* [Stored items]
········
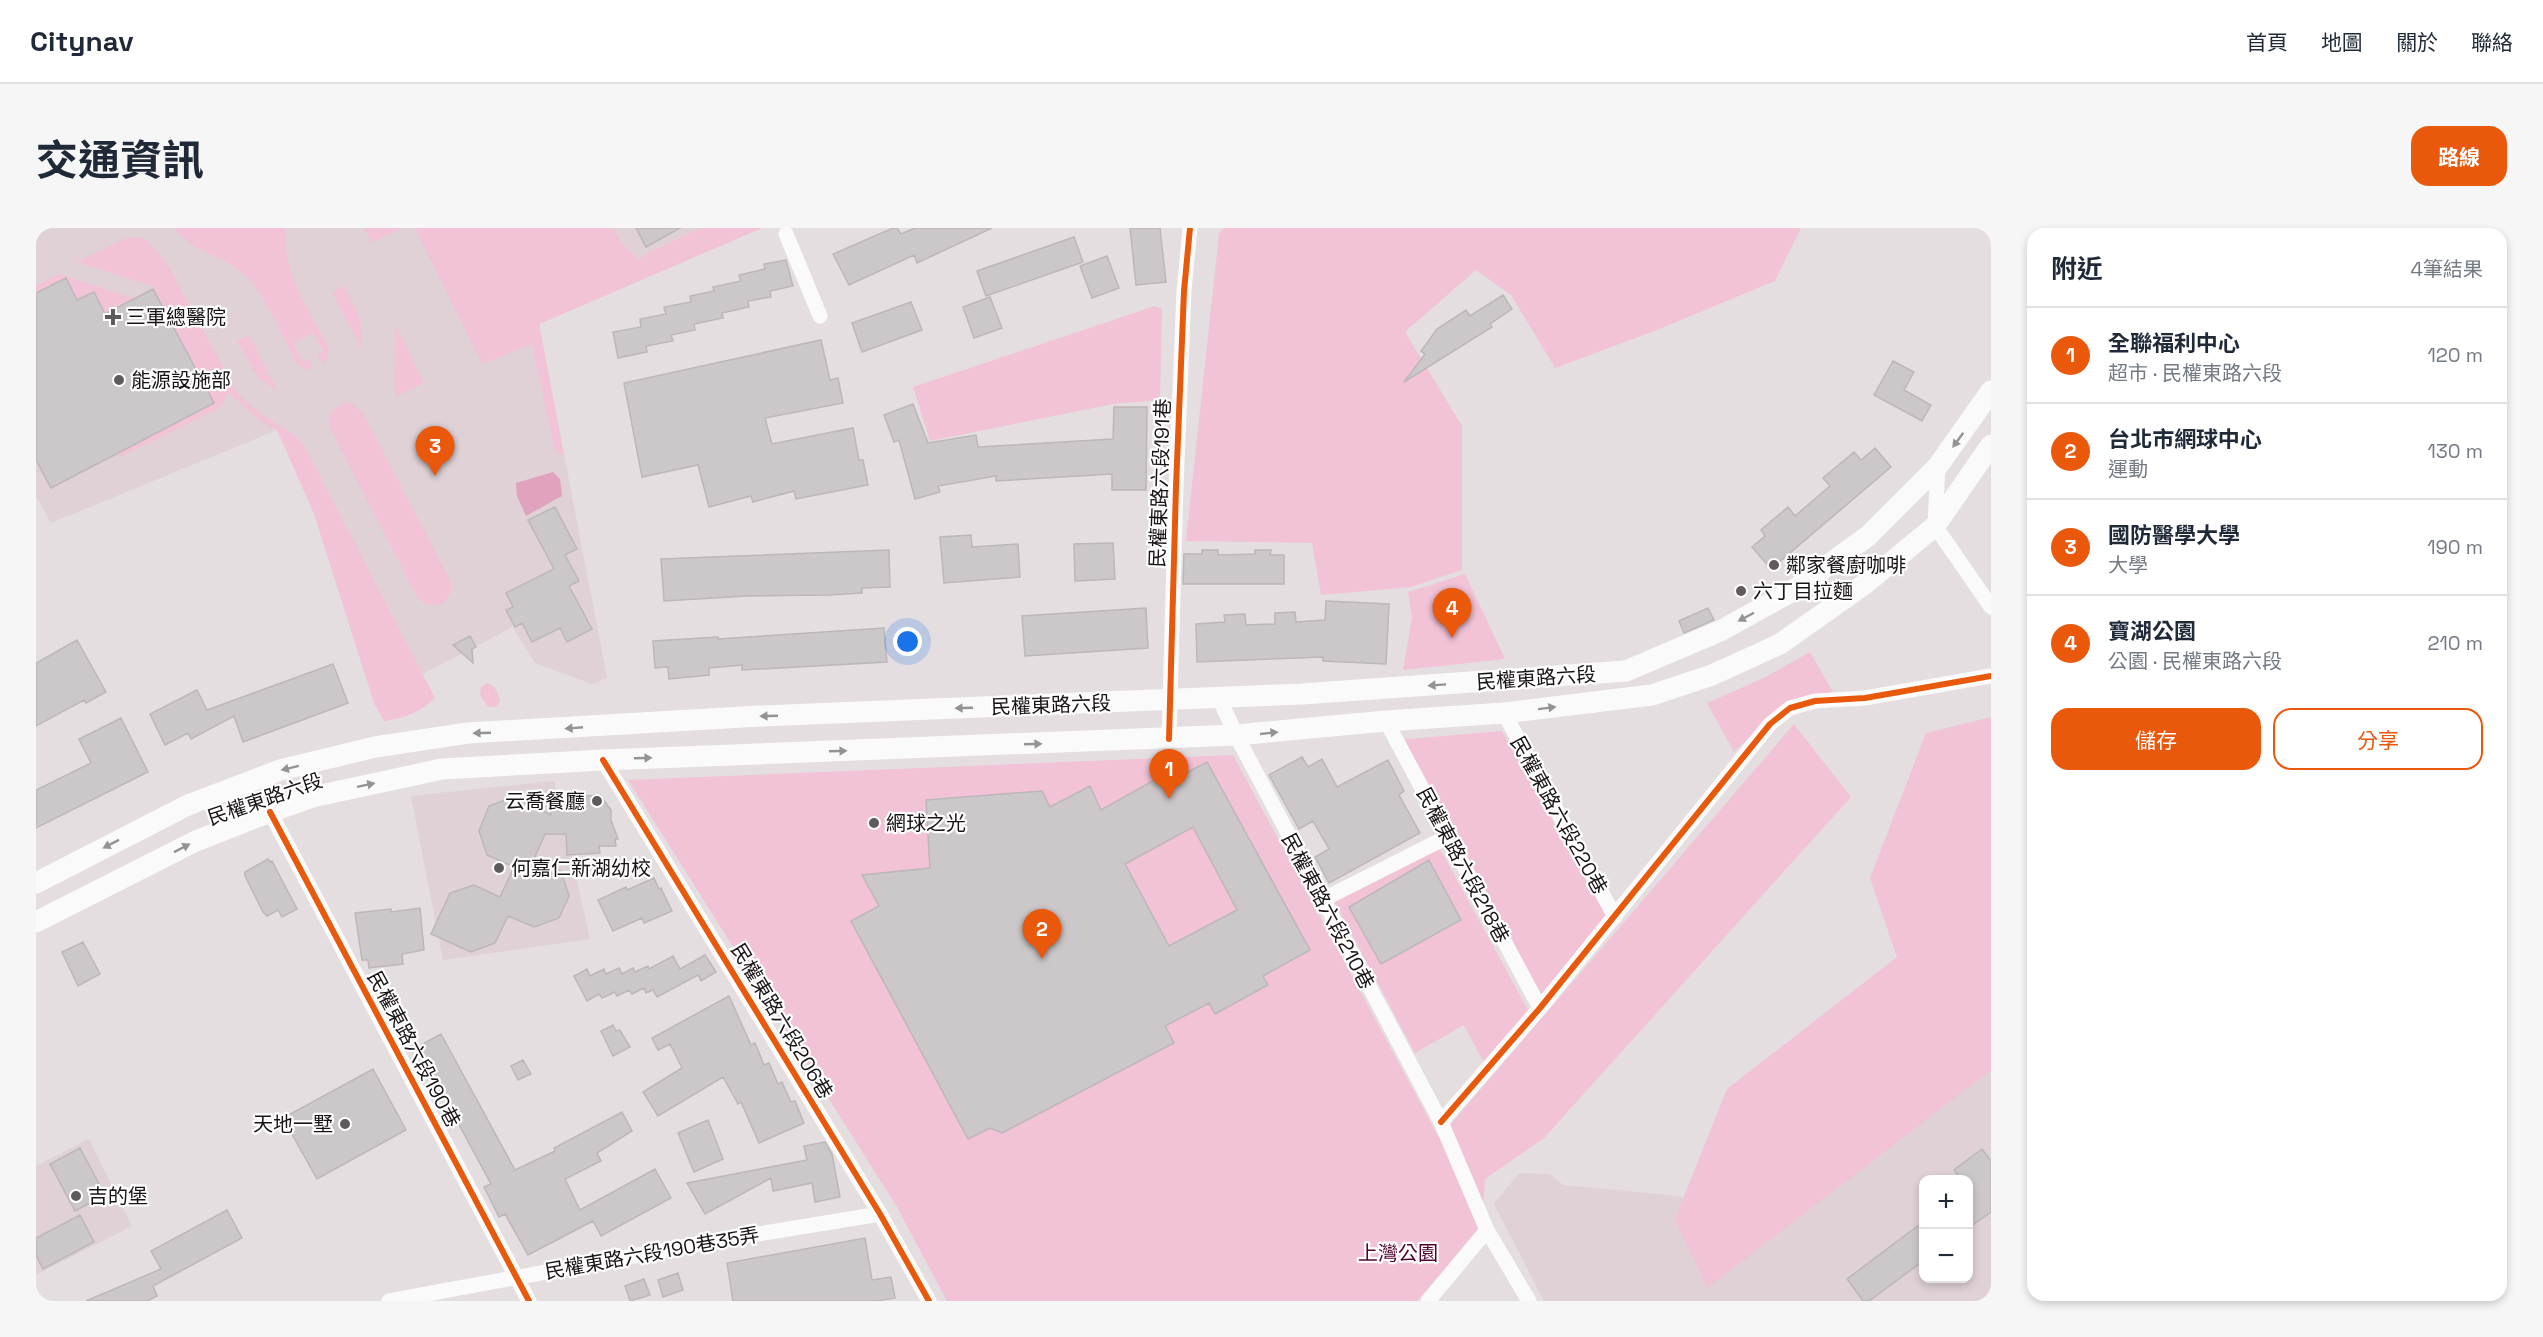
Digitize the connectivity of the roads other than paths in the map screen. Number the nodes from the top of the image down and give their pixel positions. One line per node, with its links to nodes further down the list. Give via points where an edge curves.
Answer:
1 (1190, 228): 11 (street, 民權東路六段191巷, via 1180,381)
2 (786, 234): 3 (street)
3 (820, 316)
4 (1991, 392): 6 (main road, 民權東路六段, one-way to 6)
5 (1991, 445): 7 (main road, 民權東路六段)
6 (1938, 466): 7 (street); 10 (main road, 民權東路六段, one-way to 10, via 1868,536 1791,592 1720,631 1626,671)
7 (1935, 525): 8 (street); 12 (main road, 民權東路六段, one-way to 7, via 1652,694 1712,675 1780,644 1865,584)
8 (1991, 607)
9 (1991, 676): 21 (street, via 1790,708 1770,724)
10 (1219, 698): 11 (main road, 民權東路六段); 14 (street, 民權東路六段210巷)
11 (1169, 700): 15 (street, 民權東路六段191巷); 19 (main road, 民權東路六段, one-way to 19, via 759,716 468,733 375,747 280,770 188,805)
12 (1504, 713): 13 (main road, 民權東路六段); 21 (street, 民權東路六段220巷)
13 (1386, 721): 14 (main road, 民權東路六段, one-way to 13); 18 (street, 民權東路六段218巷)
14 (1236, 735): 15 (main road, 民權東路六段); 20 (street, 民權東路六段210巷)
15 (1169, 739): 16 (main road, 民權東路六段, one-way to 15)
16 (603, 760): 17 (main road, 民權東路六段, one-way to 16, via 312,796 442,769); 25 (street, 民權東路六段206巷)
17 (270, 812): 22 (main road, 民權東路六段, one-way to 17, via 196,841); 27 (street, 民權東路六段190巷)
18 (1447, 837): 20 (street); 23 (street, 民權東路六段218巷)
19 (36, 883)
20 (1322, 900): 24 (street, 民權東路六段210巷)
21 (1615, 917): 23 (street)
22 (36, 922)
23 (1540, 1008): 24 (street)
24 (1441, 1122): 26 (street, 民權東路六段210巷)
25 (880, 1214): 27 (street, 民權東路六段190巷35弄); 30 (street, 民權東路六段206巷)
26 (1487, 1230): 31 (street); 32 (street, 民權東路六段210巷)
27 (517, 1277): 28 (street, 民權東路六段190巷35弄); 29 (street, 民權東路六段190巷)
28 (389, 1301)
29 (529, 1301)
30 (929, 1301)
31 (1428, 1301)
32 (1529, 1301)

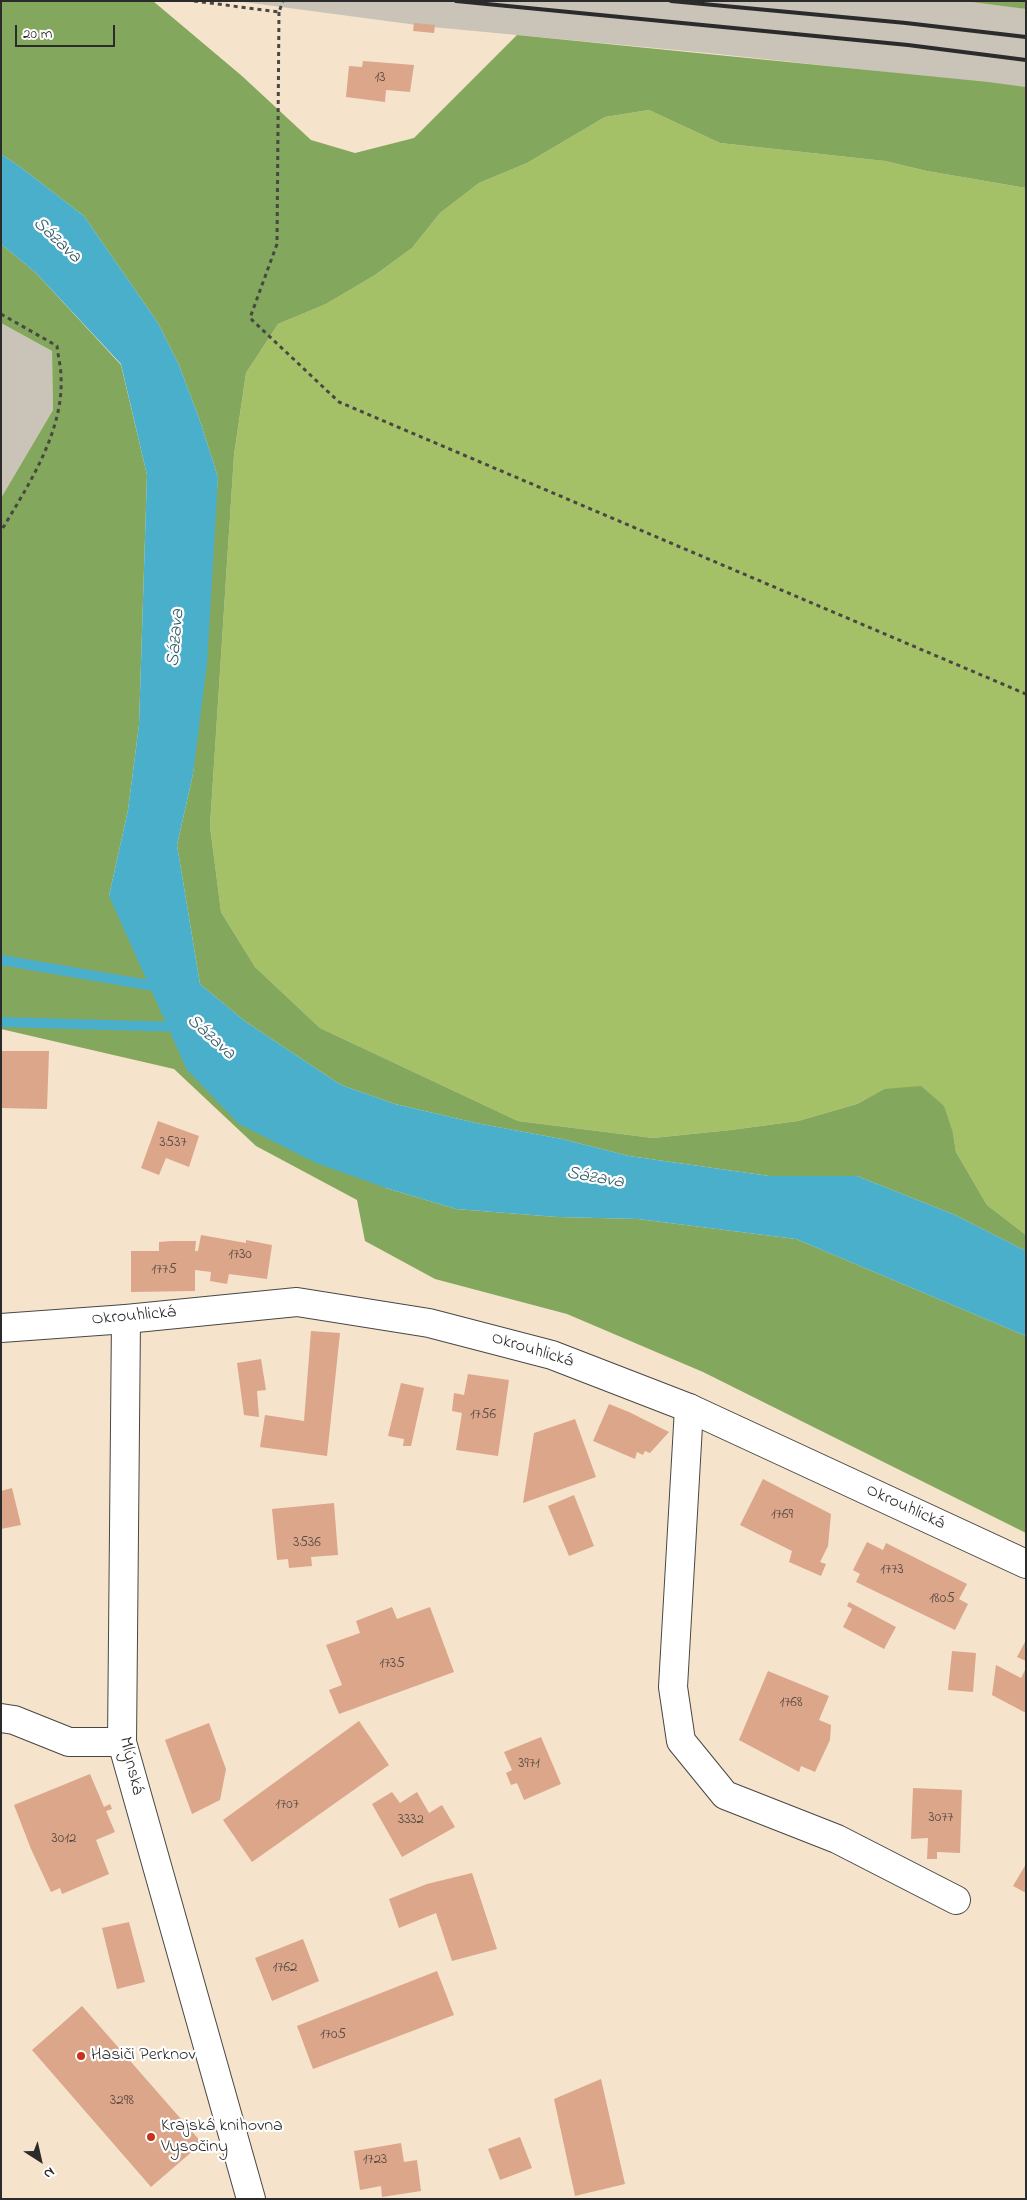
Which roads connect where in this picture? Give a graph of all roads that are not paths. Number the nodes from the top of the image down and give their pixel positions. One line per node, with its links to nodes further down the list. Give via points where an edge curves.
········
Copy the preceding data in full and word for word, dropping its pictures.

Digitize the connectivity of the roads other than paths in the map screen. Number the nodes from the top of the image down and give their pixel positions. One line per node, with its links to nodes further down the list. Give via points where an edge curves.
Answer:
1 (1190, 228): 11 (street, 民權東路六段191巷, via 1180,381)
2 (786, 234): 3 (street)
3 (820, 316)
4 (1991, 392): 6 (main road, 民權東路六段, one-way to 6)
5 (1991, 445): 7 (main road, 民權東路六段)
6 (1938, 466): 7 (street); 10 (main road, 民權東路六段, one-way to 10, via 1868,536 1791,592 1720,631 1626,671)
7 (1935, 525): 8 (street); 12 (main road, 民權東路六段, one-way to 7, via 1652,694 1712,675 1780,644 1865,584)
8 (1991, 607)
9 (1991, 676): 21 (street, via 1790,708 1770,724)
10 (1219, 698): 11 (main road, 民權東路六段); 14 (street, 民權東路六段210巷)
11 (1169, 700): 15 (street, 民權東路六段191巷); 19 (main road, 民權東路六段, one-way to 19, via 759,716 468,733 375,747 280,770 188,805)
12 (1504, 713): 13 (main road, 民權東路六段); 21 (street, 民權東路六段220巷)
13 (1386, 721): 14 (main road, 民權東路六段, one-way to 13); 18 (street, 民權東路六段218巷)
14 (1236, 735): 15 (main road, 民權東路六段); 20 (street, 民權東路六段210巷)
15 (1169, 739): 16 (main road, 民權東路六段, one-way to 15)
16 (603, 760): 17 (main road, 民權東路六段, one-way to 16, via 312,796 442,769); 25 (street, 民權東路六段206巷)
17 (270, 812): 22 (main road, 民權東路六段, one-way to 17, via 196,841); 27 (street, 民權東路六段190巷)
18 (1447, 837): 20 (street); 23 (street, 民權東路六段218巷)
19 (36, 883)
20 (1322, 900): 24 (street, 民權東路六段210巷)
21 (1615, 917): 23 (street)
22 (36, 922)
23 (1540, 1008): 24 (street)
24 (1441, 1122): 26 (street, 民權東路六段210巷)
25 (880, 1214): 27 (street, 民權東路六段190巷35弄); 30 (street, 民權東路六段206巷)
26 (1487, 1230): 31 (street); 32 (street, 民權東路六段210巷)
27 (517, 1277): 28 (street, 民權東路六段190巷35弄); 29 (street, 民權東路六段190巷)
28 (389, 1301)
29 (529, 1301)
30 (929, 1301)
31 (1428, 1301)
32 (1529, 1301)

Which roads connect where in this picture? Give a graph of all roads that are not paths. Number the nodes from the top of the image down and give their pixel positions. One line per node, with its links to nodes further down the list. Give via points where an edge curves.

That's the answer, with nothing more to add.